HEA change rejected
Ratepayers say 'no' to deregulation
In a vote of 70 percent opposed, Homer Electric Association members soundly defeated a proposal to deregulate the member-owned electric cooperative. With 6,896 total votes, 4,854 voted no and 2,042 voted yes. That means HEA will remain under Regulatory Commission of Alaska oversight. The total votes received also was well above the 3,506 threshold, or 15 percent of the 23,371 ballots mailed, for the election to be valid under Alaska law. The RCA certified the election in an order released Dec. 20.
“I think you saw a mandate from the HEA ratepayers that they didn’t want to see their electric cooperative become an unregulated monopoly,” said Bob Shavelson, an opponent of deregulation. “Based on HEA’s behavior during this election in refusing to answer questions and so forth, ratepayers want some basic oversight with their coop.”

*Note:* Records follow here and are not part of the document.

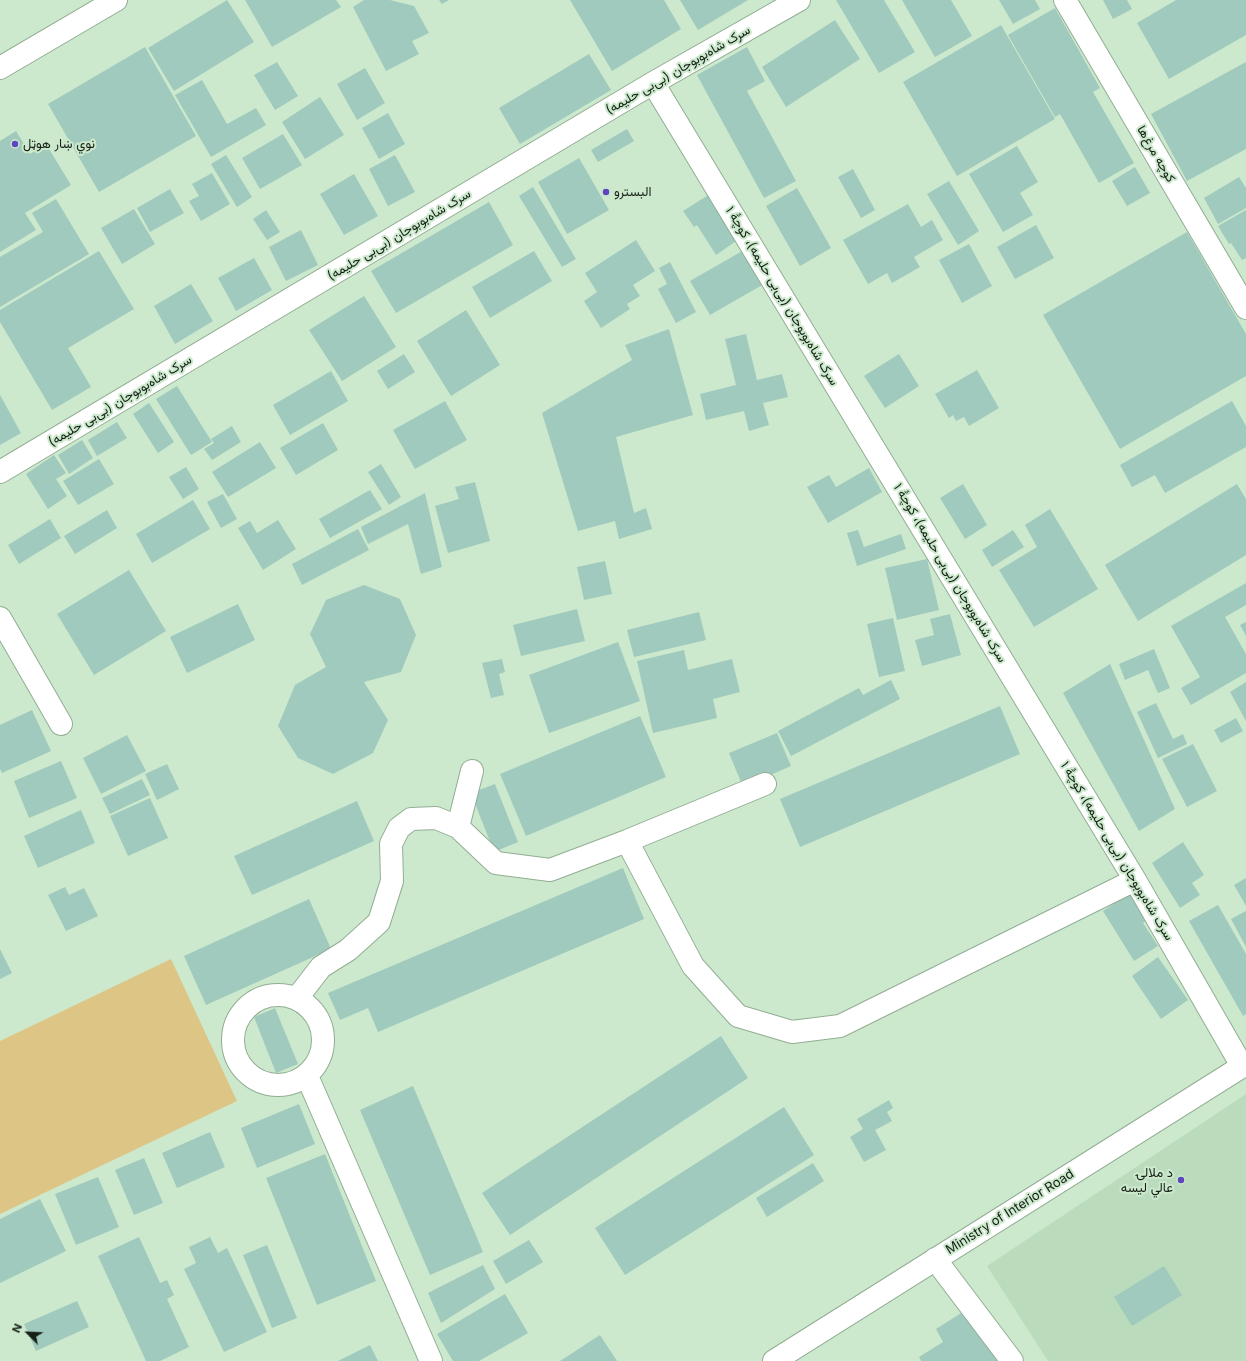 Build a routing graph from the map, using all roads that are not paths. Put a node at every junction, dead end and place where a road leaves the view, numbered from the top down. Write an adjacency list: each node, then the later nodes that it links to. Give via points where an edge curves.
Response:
1 (116, 0): 4 (street)
2 (799, 0): 5 (street, سرک شاه‌بوبوجان (بی‌بی حلیمه))
3 (1065, 0): 6 (street, کوچه مرغ‌ها)
4 (0, 68)
5 (653, 83): 7 (street, سرک شاه‌بوبوجان (بی‌بی حلیمه)); 14 (street, سرک شاه‌بوبوجان (بی‌بی حلیمه)، کوچۀ ۱)
6 (1246, 308)
7 (0, 472)
8 (0, 618): 9 (street)
9 (61, 724)
10 (472, 771): 12 (street)
11 (765, 784): 13 (street)
12 (458, 827): 13 (street, via 496,863 550,870); 15 (street, via 436,818 411,819 399,828 391,844 392,881 379,922 348,950 322,967)
13 (627, 842): 14 (street, via 693,966 738,1016 792,1032 840,1026)
14 (1135, 880): 16 (street, سرک شاه‌بوبوجان (بی‌بی حلیمه)، کوچۀ ۱)
15 (297, 998): 17 (street, via 315,1012 324,1034 321,1057); 17 (street, via 269,994 244,1008 232,1033 236,1060 255,1080 282,1087)
16 (1244, 1065): 18 (street, Ministry of Interior Road)
17 (308, 1076): 19 (street)
18 (935, 1259): 20 (street, Ministry of Interior Road); 21 (street)
19 (431, 1361)
20 (774, 1361)
21 (1012, 1361)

Shavelson, the head of Cook Inletkeeper, also had filed with Peter McKay a complaint challenging a parallel attempt to deregulate the Alaska Electric and Energy Cooperative, a subsidiary of HEA. The HEA board last May had recommended that both HEA and the AEEC be deregulated. The HEA board also is the board of the AEEC and would have sole authority to vote to deregulate the AEEC. The AEEC in late October filed for a deregulation vote.
Shavelson and McKay challenged that filing, saying HEA should have disclosed its intent earlier and that HEA members should also vote on deregulating AEEC. Earlier this month RCA ordered an investigation into their complaint.

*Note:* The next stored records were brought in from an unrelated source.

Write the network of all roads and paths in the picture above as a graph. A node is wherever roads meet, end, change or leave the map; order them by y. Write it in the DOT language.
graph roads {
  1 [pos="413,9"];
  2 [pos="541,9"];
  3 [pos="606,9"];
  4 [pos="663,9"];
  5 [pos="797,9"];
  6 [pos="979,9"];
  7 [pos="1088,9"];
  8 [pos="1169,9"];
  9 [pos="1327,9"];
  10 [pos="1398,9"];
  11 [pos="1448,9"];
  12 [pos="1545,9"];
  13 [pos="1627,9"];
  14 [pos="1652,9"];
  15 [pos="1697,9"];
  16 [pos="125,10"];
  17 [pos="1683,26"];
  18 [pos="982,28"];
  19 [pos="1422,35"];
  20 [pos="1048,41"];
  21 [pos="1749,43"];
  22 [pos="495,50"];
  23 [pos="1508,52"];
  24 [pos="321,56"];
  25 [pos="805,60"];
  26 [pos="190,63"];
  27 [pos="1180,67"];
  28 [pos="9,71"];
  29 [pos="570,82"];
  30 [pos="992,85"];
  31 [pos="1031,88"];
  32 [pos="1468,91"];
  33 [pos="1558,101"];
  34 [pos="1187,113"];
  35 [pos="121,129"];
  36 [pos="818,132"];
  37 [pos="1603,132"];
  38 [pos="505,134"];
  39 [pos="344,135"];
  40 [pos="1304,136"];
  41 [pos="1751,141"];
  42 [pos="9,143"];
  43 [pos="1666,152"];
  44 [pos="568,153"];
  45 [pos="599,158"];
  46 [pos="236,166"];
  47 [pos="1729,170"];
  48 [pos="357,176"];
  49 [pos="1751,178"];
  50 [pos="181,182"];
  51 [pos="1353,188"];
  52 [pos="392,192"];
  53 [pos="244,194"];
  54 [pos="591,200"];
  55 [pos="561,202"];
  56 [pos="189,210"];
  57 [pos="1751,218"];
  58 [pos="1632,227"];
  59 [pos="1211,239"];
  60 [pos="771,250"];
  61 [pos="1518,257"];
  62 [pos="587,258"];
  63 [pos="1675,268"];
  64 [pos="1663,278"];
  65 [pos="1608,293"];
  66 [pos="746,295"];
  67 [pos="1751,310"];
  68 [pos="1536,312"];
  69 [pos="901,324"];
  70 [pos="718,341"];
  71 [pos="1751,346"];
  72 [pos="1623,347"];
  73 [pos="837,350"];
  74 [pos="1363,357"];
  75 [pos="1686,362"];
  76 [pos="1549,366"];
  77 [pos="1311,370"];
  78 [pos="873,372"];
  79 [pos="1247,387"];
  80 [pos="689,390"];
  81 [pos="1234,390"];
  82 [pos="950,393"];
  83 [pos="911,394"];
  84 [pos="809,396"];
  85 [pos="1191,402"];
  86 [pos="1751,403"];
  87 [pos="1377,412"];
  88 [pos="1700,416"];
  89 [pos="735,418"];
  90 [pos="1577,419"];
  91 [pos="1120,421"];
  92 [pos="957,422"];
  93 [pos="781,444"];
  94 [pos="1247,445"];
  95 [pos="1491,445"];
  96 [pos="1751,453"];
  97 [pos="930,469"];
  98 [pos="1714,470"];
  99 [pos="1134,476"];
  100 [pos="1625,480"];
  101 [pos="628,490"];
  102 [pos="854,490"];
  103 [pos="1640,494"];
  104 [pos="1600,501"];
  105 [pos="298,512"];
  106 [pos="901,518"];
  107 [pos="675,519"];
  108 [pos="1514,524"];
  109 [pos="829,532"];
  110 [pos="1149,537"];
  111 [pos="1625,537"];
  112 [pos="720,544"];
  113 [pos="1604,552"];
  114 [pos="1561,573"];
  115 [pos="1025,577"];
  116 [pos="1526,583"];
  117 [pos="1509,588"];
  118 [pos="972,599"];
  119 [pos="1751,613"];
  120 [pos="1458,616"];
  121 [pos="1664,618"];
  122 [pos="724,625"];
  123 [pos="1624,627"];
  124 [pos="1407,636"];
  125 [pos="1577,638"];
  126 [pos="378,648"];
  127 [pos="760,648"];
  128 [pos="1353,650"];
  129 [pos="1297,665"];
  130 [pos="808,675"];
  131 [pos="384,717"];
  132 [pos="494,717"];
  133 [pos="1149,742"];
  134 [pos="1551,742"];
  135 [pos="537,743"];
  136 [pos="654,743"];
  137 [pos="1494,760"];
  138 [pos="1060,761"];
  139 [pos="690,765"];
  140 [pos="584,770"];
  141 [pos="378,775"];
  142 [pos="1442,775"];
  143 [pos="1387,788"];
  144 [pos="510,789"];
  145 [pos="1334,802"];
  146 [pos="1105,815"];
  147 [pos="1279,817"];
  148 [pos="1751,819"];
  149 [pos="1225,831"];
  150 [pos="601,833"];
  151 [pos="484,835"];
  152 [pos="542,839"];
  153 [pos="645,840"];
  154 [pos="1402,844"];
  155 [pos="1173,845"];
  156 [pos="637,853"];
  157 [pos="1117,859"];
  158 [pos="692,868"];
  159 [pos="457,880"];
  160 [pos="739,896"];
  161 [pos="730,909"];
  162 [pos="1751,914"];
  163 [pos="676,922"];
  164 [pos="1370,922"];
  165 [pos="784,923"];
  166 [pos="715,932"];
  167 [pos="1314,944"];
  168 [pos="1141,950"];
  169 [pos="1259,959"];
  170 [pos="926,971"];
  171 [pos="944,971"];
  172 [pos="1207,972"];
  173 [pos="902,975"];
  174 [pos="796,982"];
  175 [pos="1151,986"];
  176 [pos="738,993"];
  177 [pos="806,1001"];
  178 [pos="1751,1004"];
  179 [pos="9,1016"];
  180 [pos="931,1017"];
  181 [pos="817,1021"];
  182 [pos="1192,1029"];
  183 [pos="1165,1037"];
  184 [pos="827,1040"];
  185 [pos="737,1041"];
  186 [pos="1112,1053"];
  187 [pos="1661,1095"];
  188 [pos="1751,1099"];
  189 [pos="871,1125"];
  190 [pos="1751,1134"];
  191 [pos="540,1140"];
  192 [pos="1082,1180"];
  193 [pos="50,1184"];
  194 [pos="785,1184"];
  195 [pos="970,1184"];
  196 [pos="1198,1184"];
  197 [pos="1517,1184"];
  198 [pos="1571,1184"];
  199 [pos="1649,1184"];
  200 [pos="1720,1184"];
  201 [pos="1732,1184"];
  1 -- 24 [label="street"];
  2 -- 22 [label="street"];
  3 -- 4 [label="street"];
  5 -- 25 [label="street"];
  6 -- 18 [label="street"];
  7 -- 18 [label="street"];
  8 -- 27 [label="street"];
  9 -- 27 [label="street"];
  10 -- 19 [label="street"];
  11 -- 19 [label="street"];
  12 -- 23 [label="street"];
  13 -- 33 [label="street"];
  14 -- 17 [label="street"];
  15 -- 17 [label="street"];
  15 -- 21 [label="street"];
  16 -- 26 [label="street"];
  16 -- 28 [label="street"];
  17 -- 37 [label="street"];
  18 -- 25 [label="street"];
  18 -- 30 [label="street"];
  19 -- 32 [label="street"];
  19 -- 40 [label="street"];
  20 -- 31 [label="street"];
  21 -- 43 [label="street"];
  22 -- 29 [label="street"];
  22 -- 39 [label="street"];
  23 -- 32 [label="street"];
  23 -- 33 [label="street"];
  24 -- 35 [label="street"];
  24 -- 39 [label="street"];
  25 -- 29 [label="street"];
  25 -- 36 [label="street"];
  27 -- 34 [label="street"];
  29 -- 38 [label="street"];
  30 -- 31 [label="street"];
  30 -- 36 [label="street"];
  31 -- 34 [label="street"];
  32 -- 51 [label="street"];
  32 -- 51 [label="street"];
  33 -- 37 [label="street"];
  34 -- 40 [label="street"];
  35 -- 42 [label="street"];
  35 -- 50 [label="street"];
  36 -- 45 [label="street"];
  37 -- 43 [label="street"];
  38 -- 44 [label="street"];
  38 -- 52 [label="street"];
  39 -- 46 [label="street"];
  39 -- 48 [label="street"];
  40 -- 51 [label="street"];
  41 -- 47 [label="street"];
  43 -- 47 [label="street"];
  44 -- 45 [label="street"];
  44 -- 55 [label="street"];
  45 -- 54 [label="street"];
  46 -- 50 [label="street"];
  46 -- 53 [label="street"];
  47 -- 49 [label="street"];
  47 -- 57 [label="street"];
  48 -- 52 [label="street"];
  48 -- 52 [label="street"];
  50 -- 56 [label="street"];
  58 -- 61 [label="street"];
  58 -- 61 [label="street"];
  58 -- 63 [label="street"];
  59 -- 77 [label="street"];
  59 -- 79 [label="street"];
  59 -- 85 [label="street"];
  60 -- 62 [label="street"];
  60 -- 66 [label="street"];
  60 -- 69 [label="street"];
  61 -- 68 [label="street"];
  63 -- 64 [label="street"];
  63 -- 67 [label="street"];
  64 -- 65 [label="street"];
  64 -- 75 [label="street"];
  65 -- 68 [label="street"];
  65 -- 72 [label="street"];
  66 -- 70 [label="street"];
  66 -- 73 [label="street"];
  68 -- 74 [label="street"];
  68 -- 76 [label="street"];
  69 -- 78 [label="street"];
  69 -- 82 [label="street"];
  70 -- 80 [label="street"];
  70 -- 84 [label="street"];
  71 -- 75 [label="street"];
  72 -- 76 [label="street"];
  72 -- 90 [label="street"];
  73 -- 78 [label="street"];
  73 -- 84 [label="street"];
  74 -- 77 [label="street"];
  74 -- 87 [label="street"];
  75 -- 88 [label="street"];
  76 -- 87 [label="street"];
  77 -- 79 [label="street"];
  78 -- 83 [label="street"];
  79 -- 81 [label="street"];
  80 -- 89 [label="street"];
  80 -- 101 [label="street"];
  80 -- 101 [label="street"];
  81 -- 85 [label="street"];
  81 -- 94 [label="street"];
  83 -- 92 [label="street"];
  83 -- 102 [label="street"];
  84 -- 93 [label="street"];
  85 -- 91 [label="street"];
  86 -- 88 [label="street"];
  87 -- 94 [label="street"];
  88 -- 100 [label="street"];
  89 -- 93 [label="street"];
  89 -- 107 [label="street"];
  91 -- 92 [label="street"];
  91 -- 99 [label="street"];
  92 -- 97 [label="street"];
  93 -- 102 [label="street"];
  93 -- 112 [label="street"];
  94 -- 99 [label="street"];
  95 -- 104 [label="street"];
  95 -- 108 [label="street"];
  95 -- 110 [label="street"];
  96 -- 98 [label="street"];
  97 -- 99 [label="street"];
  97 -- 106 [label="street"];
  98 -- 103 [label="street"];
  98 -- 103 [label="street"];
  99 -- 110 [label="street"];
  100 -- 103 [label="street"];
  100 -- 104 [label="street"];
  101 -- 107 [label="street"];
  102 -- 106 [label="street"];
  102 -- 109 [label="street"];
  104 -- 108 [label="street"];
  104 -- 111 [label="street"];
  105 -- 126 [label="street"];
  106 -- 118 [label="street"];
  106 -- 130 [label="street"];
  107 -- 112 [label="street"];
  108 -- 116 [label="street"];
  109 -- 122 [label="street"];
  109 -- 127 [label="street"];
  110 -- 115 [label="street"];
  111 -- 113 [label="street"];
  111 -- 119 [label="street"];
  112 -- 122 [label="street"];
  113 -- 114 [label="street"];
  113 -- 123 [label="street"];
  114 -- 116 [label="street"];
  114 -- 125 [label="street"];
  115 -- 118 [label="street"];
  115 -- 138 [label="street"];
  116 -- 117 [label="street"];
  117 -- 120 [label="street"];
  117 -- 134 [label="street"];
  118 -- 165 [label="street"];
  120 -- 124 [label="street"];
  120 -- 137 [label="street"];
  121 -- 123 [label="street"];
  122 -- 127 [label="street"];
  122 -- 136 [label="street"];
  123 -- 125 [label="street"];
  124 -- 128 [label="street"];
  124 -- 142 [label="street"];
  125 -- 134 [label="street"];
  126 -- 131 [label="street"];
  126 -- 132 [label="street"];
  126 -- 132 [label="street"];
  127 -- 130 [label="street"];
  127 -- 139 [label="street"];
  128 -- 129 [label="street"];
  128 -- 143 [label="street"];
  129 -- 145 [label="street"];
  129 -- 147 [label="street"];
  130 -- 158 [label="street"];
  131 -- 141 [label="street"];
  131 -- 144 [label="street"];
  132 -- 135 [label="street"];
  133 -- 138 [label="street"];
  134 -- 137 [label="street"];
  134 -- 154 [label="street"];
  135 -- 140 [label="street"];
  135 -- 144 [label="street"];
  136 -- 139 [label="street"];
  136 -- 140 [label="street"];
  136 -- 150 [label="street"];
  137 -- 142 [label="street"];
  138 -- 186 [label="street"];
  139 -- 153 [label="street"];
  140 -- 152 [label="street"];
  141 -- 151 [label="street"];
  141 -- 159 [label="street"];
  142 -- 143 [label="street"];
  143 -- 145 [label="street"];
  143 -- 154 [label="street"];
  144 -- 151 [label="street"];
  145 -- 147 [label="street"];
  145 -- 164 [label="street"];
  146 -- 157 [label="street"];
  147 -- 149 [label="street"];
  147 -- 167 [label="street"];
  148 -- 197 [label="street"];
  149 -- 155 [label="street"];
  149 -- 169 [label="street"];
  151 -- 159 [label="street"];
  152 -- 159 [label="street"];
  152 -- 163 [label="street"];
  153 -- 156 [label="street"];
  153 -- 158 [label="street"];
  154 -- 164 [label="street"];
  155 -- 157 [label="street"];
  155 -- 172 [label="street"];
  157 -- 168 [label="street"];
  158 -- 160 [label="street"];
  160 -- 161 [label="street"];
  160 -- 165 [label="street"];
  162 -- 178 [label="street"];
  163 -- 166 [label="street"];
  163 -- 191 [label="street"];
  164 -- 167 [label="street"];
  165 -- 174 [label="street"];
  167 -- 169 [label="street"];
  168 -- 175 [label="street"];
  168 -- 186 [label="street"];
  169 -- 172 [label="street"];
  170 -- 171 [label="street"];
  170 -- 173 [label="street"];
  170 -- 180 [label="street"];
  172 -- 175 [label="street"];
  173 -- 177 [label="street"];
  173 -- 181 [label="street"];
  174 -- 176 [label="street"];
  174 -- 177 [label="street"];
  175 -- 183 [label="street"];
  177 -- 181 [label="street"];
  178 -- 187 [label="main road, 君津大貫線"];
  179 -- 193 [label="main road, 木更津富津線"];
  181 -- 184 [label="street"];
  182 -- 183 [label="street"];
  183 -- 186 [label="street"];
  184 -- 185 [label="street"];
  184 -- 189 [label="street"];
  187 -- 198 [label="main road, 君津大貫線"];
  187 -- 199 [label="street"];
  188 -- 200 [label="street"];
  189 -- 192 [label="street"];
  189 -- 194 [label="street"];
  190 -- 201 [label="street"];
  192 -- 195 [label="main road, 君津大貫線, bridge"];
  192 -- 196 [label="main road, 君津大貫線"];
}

HEA was pleased with the voter turnout, said spokesperson Bruce Shelley.
“The HEA Board of Directors would like to thank each and every one of the members for voting on this important matter,” Shelley said in a press release on Tuesday. “Almost one third of the membership voted, which highlights one of the values of the cooperative model, enabling members to provide direction to their utility.”
HEA general manager Brad Janorschke is on vacation in Hawaii and was unavailable for comment, Shelley said. Before Janorschke left on Monday, he did tell Shelley that he was pleased with the member turnout, Shelley said. During the election, while Janorschke advocated in public meetings for what he called “local control,” Janorschke also said the most important thing was that members be well informed about deregulation.
At press time, Shelley said he did not know if HEA officials would withdraw the petition to deregulate the AEEC. HEA attorney Rick Baldwin had said earlier that in regards to the AEEC deregulation vote, “My understanding from the board is the board is going to follow the lead of the members regardless the way it goes,” he said.